Read: Ps. 34:17-20; Ps. 10:14; Ps. 33:6-9; Psalm 12:6; Ps. 18:30-36; Daniel 2:2-22; Ps. 63:1-3
Reflect: I experienced my first panic attack during a season of loss. During the same time, I was in the habit of taking longs walks through the city. While I was looking down (kind of blending with my mood), I noticed all the cracks on the sidewalk. I remembered the children’s chant, “Step on a crack, you’ll break your mother’s back.” Maybe not a positive attitude chant, especially at the time, but it got me thinking about something that could help. I came up an alternative phrase which I began to repeat every time I walked over a crack, “Lord, I decide to trust You.”
I HAD TO DECIDE IF I WAS REALLY GOING TO BELIEVE
This was a make-or-break time in my spiritual life. I had to decide if I was really going to believe Him. In my heart of hearts, I think I wanted to cry, “No, I can’t trust a god who lets me go through this much pain.” I had unconsciously adopted the concept that God existed to make me happy (or at least somewhat comfortable). To begin repeating this new phrase, especially with confidence, meant that I had to get over myself and to get to know deeper the One I was choosing to trust.

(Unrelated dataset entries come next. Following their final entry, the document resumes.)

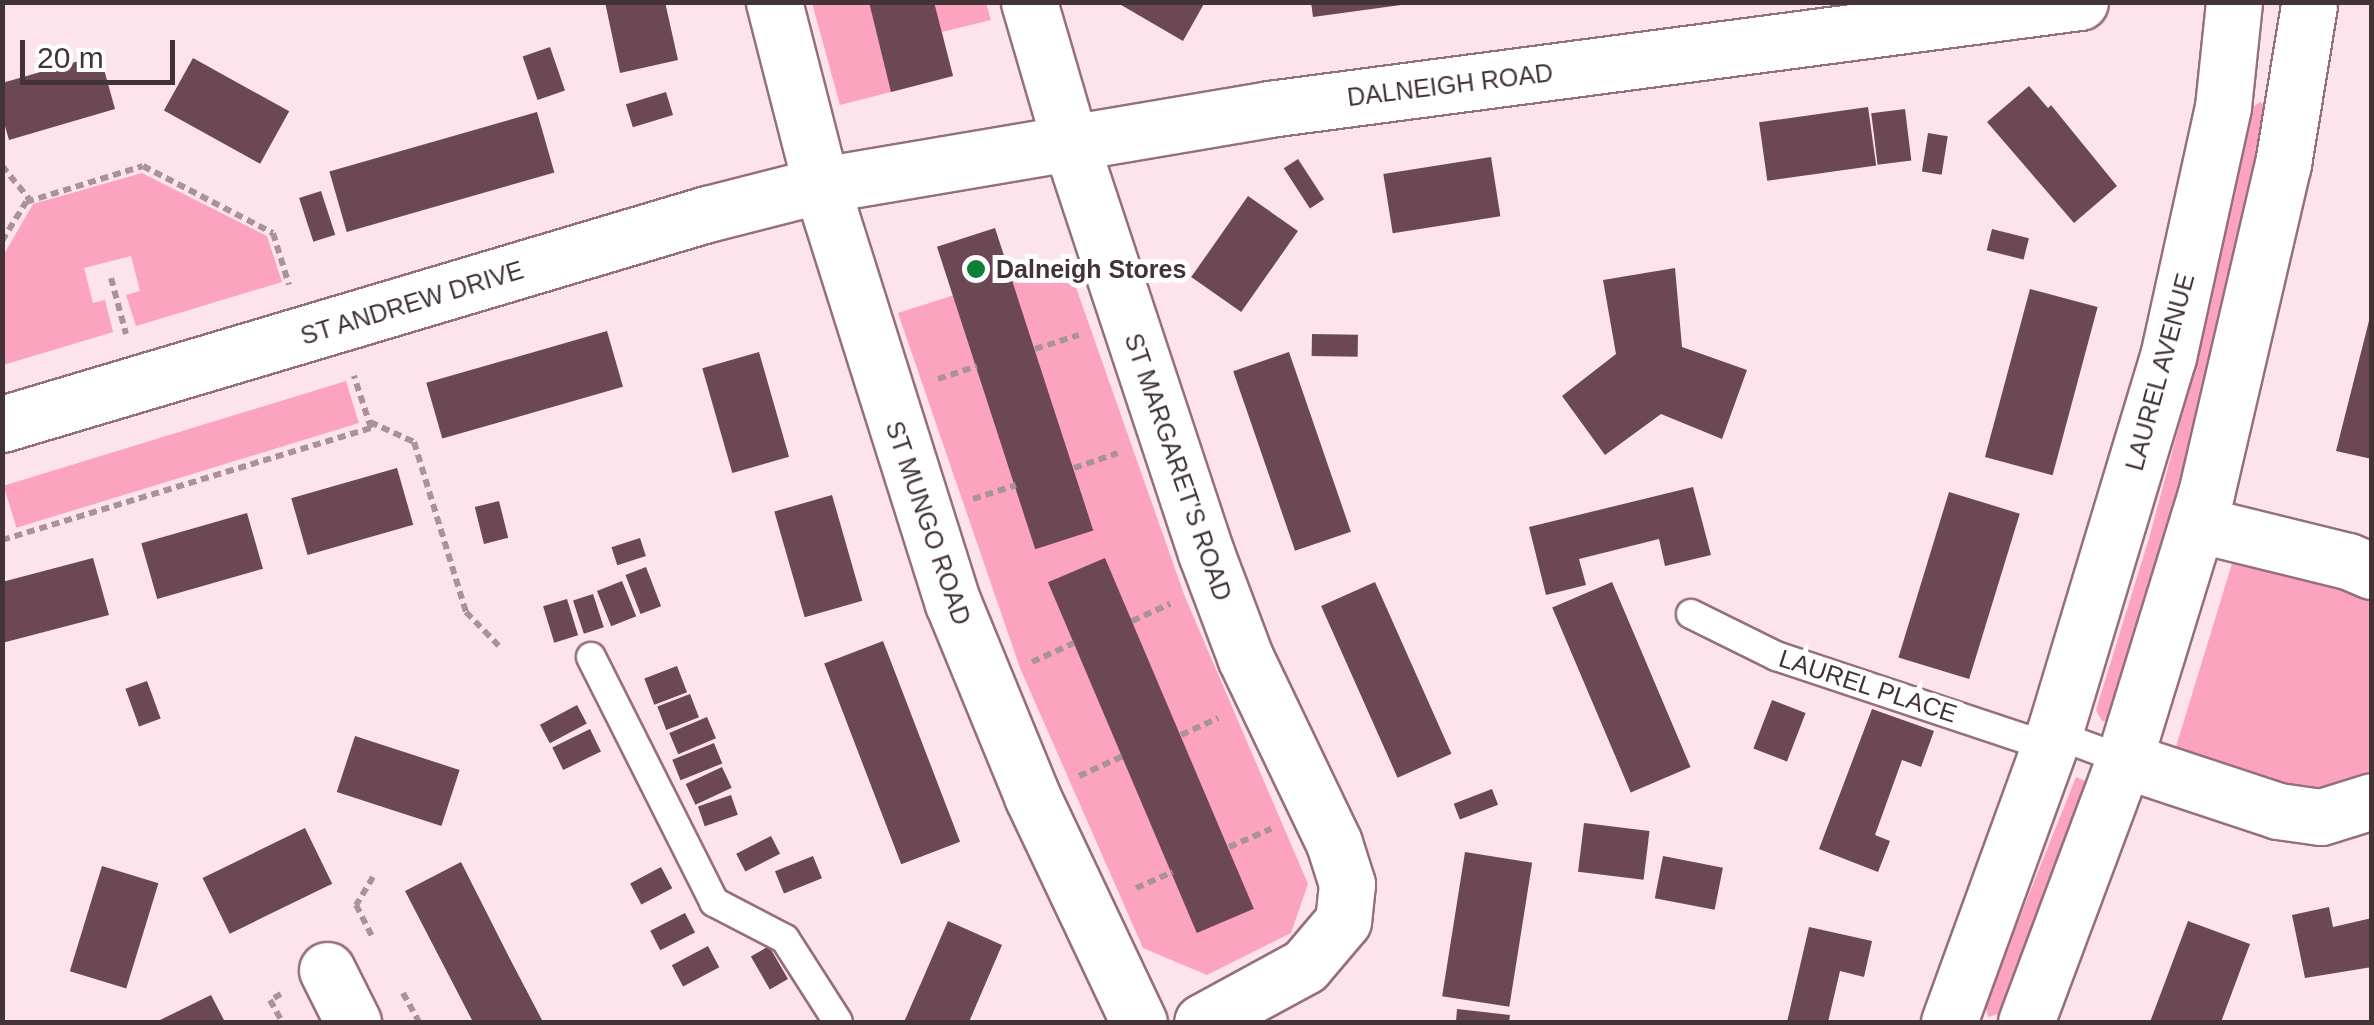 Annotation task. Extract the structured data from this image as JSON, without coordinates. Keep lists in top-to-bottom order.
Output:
{
  "streets": {
    "street": [
      "DALNEIGH ROAD",
      "ST ANDREW DRIVE",
      "LAUREL AVENUE",
      "ST MARGARET'S ROAD",
      "ST MUNGO ROAD"
    ],
    "lane": ["LAUREL PLACE"]
  },
  "crossings": [
    ["DALNEIGH ROAD", "ST ANDREW DRIVE"],
    ["DALNEIGH ROAD", "ST MARGARET'S ROAD"],
    ["DALNEIGH ROAD", "ST MUNGO ROAD"],
    ["ST ANDREW DRIVE", "ST MUNGO ROAD"],
    ["LAUREL AVENUE", "LAUREL PLACE"]
  ],
  "places": ["Dalneigh Stores"],
  "scale_bar": "20 m"
} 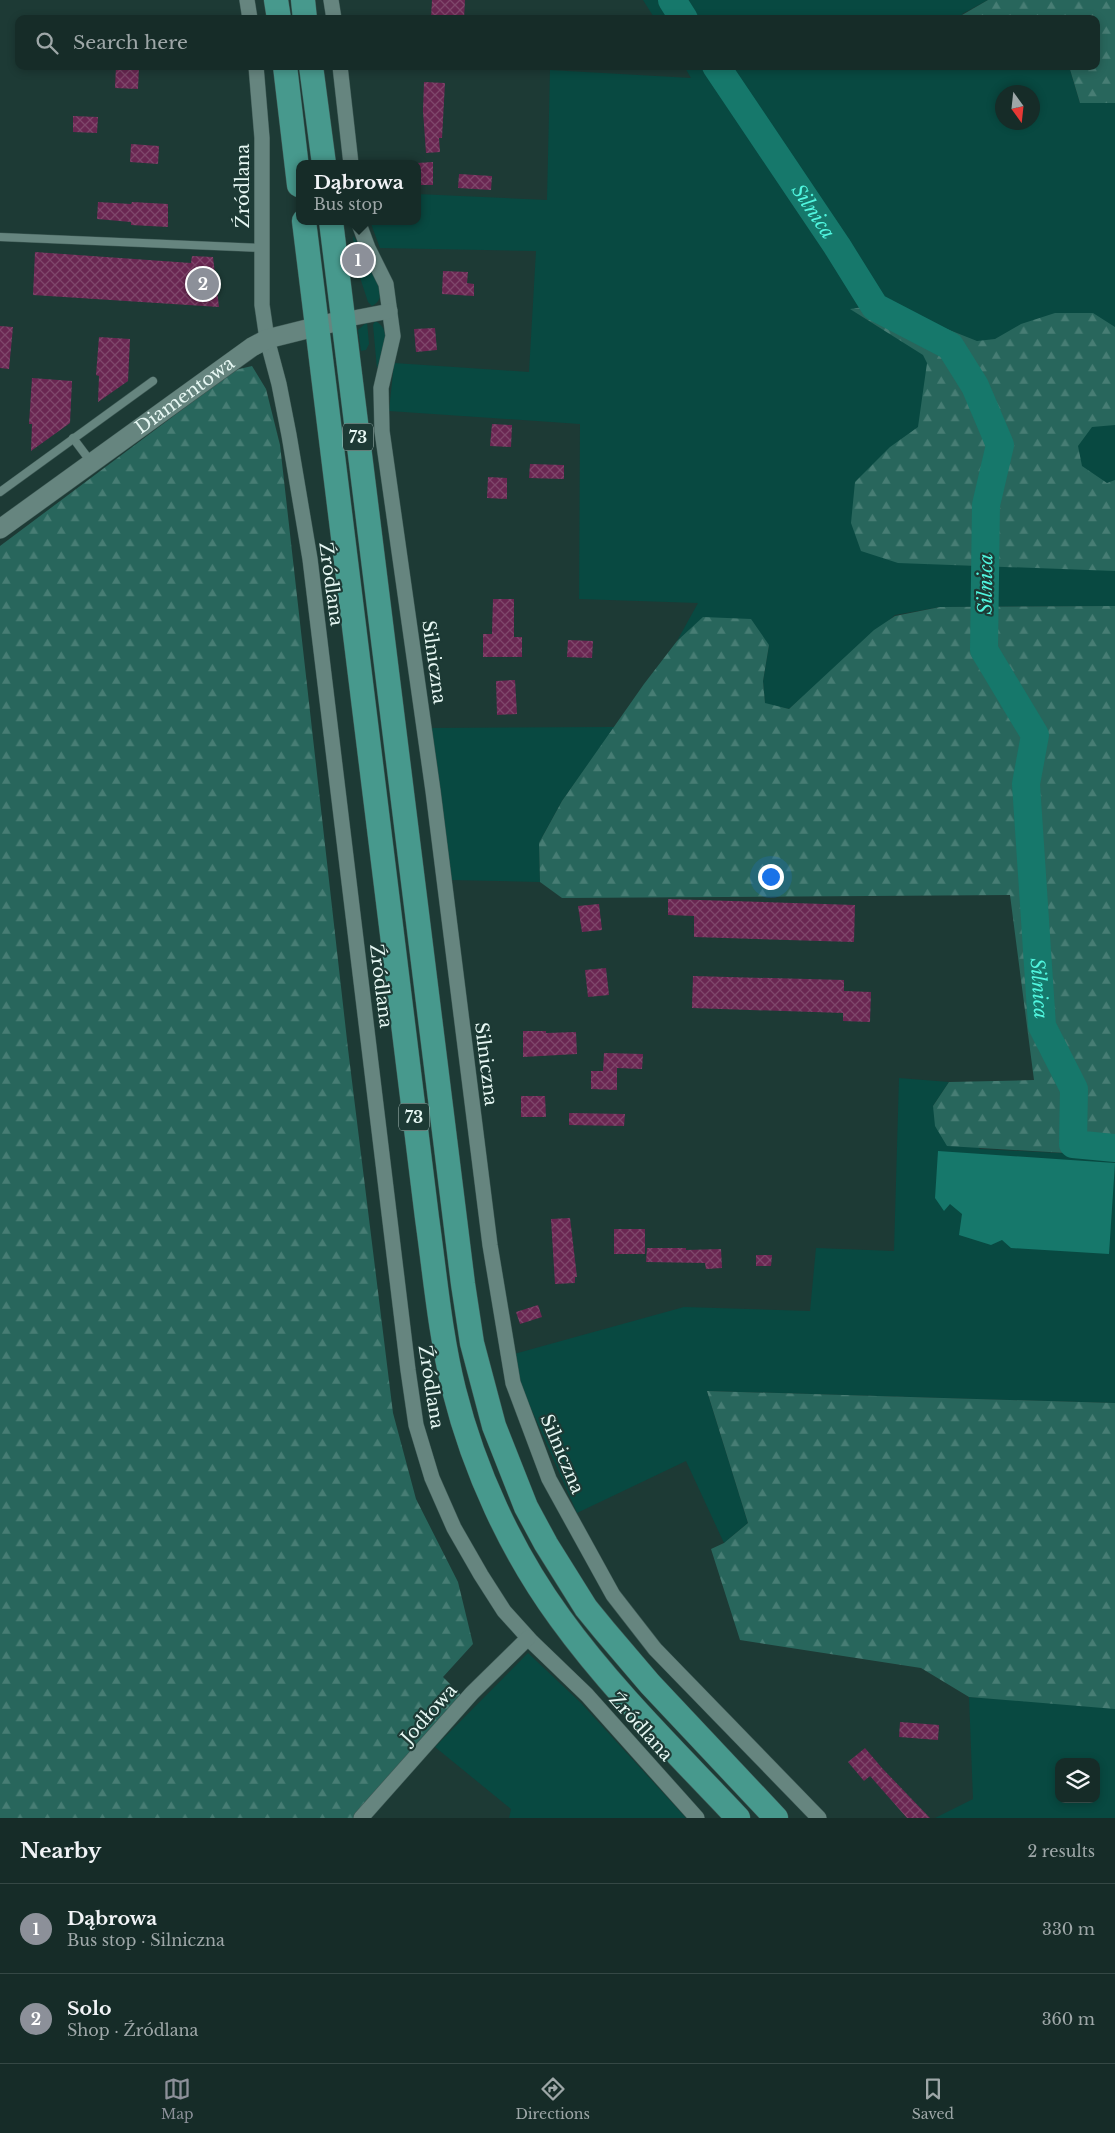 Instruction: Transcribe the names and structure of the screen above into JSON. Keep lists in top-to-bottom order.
{
  "streets": {
    "main road": ["73"],
    "street": [
      "Źródlana",
      "Diamentowa",
      "Silniczna",
      "Jodłowa"
    ]
  },
  "crossings": [
    ["Źródlana", "Diamentowa"],
    ["Źródlana", "Jodłowa"],
    ["Diamentowa", "73"],
    ["Diamentowa", "Silniczna"]
  ],
  "water": ["Silnica"],
  "north": "bottom",
  "page": {
    "search": "Search here",
    "popup": ["Dąbrowa", "Bus stop"],
    "pins": ["1", "2"],
    "heading": ["Nearby", "2 results"],
    "list": [
      {
        "mark": "1",
        "name": "Dąbrowa",
        "note": "Bus stop · Silniczna",
        "value": "330 m"
      },
      {
        "mark": "2",
        "name": "Solo",
        "note": "Shop · Źródlana",
        "value": "360 m"
      }
    ],
    "nav": ["Map", "Directions", "Saved"]
  }
} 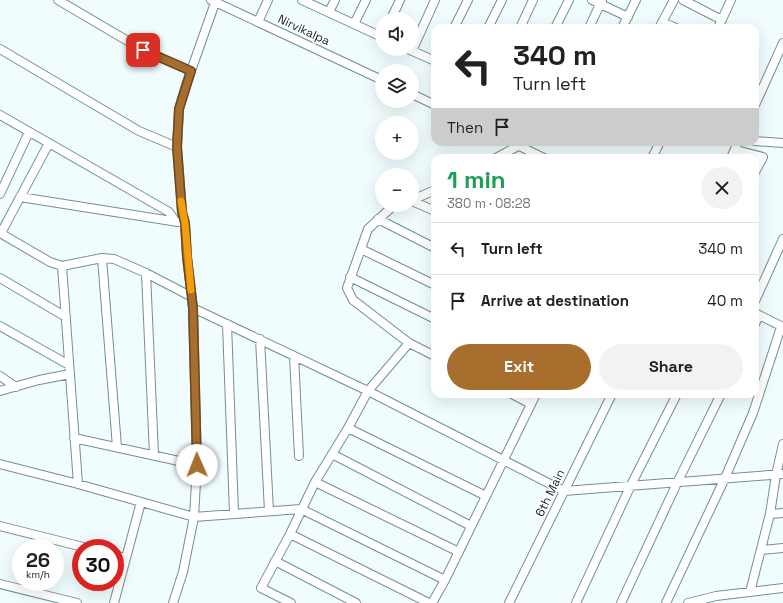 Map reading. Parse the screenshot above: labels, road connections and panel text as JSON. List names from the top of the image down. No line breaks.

Every crack meant trusting Someone I wasn’t quite sure about.
HE DIDN’T MAKE ME FEEL GOOD
What could I make of this God Who said He held me in His hand, but He didn’t make me feel good? At the time, I didn’t entertain the faintest notion that I could ever find peace in the middle of the storm. What would I do with all of the emotions that rose to the surface every occasion I crossed a crack and whispered the words, “Lord, I decide to trust You”? Bottom line was, either I believed in Jesus, the resurrected Savior Who spoke only truth, or else, I should throw His words into the trash.
THE CUE CARDS THAT ACCOMPANIED ME
That’s when I began to enlist the cue cards that accompanied me on my walks. I wrote down Scriptures which state Who God is. I needed to know much better exactly Who I was going to trust. Those cue cards began to sing truth over the cracks of my life.
KNOWING WHO YOU ARE TRUSTING
I found that God is the Listener; Deliverer; the Close-Up God; Savior to the broken; Protector (Ps. 34:17-20). He is the One Who sees; the Bearer of grief; Helper of the fatherless (Ps. 10:14). He is The Creator; the One beyond our imagination; the One all will stand in awe of; when He speaks it gets done (Ps. 33:6-9). He is the One Who never misspeaks (Psalm 12:6). His ways are blameless; He is the Strength-giver; He is gentle (Ps. 18:30-36). It is one thing to say you will try to trust and quite another to actually get to know Who you are trusting.
IS THIS THE GOD YOU ARE CHOOSING TO TRUST?
Apply: Can you pray with me Psalm 63:1-3? You, God, are my God, earnestly I seek you; I thirst for you, my whole being longs for you, in a dry and parched land where there is no water. I have seen you in the sanctuary and beheld your power and your glory. Because your love is better than life, my lips will glorify you. Is this the God you are choosing to trust and glorify, even while stepping over the cracks of life?